EXERCISE REQUIREMENTS: The answer should consist of every record, reproduced exactly.

Dataset entries:

+--

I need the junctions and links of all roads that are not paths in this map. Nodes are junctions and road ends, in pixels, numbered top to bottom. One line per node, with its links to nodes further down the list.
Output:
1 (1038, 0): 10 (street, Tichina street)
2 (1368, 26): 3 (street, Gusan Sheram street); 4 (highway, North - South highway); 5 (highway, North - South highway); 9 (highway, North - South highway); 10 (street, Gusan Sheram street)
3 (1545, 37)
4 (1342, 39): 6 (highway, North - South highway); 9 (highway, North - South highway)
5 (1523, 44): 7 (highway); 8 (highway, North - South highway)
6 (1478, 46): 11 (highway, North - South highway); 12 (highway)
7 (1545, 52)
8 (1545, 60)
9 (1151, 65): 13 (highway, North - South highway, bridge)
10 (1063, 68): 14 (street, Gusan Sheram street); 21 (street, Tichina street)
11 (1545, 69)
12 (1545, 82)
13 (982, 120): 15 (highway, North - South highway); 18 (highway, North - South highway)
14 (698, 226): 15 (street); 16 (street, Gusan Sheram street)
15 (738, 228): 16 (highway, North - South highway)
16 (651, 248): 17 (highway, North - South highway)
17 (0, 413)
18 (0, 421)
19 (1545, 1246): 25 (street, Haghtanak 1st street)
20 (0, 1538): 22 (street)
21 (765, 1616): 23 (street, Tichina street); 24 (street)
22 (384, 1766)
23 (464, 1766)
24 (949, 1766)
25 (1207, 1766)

+--

COMPLETED TASK:
I need the junctions and links of all roads that are not paths in this map. Nodes are junctions and road ends, in pixels, numbered top to bottom. One line per node, with its links to nodes further down the list.
Output:
1 (1038, 0): 10 (street, Tichina street)
2 (1368, 26): 3 (street, Gusan Sheram street); 4 (highway, North - South highway); 5 (highway, North - South highway); 9 (highway, North - South highway); 10 (street, Gusan Sheram street)
3 (1545, 37)
4 (1342, 39): 6 (highway, North - South highway); 9 (highway, North - South highway)
5 (1523, 44): 7 (highway); 8 (highway, North - South highway)
6 (1478, 46): 11 (highway, North - South highway); 12 (highway)
7 (1545, 52)
8 (1545, 60)
9 (1151, 65): 13 (highway, North - South highway, bridge)
10 (1063, 68): 14 (street, Gusan Sheram street); 21 (street, Tichina street)
11 (1545, 69)
12 (1545, 82)
13 (982, 120): 15 (highway, North - South highway); 18 (highway, North - South highway)
14 (698, 226): 15 (street); 16 (street, Gusan Sheram street)
15 (738, 228): 16 (highway, North - South highway)
16 (651, 248): 17 (highway, North - South highway)
17 (0, 413)
18 (0, 421)
19 (1545, 1246): 25 (street, Haghtanak 1st street)
20 (0, 1538): 22 (street)
21 (765, 1616): 23 (street, Tichina street); 24 (street)
22 (384, 1766)
23 (464, 1766)
24 (949, 1766)
25 (1207, 1766)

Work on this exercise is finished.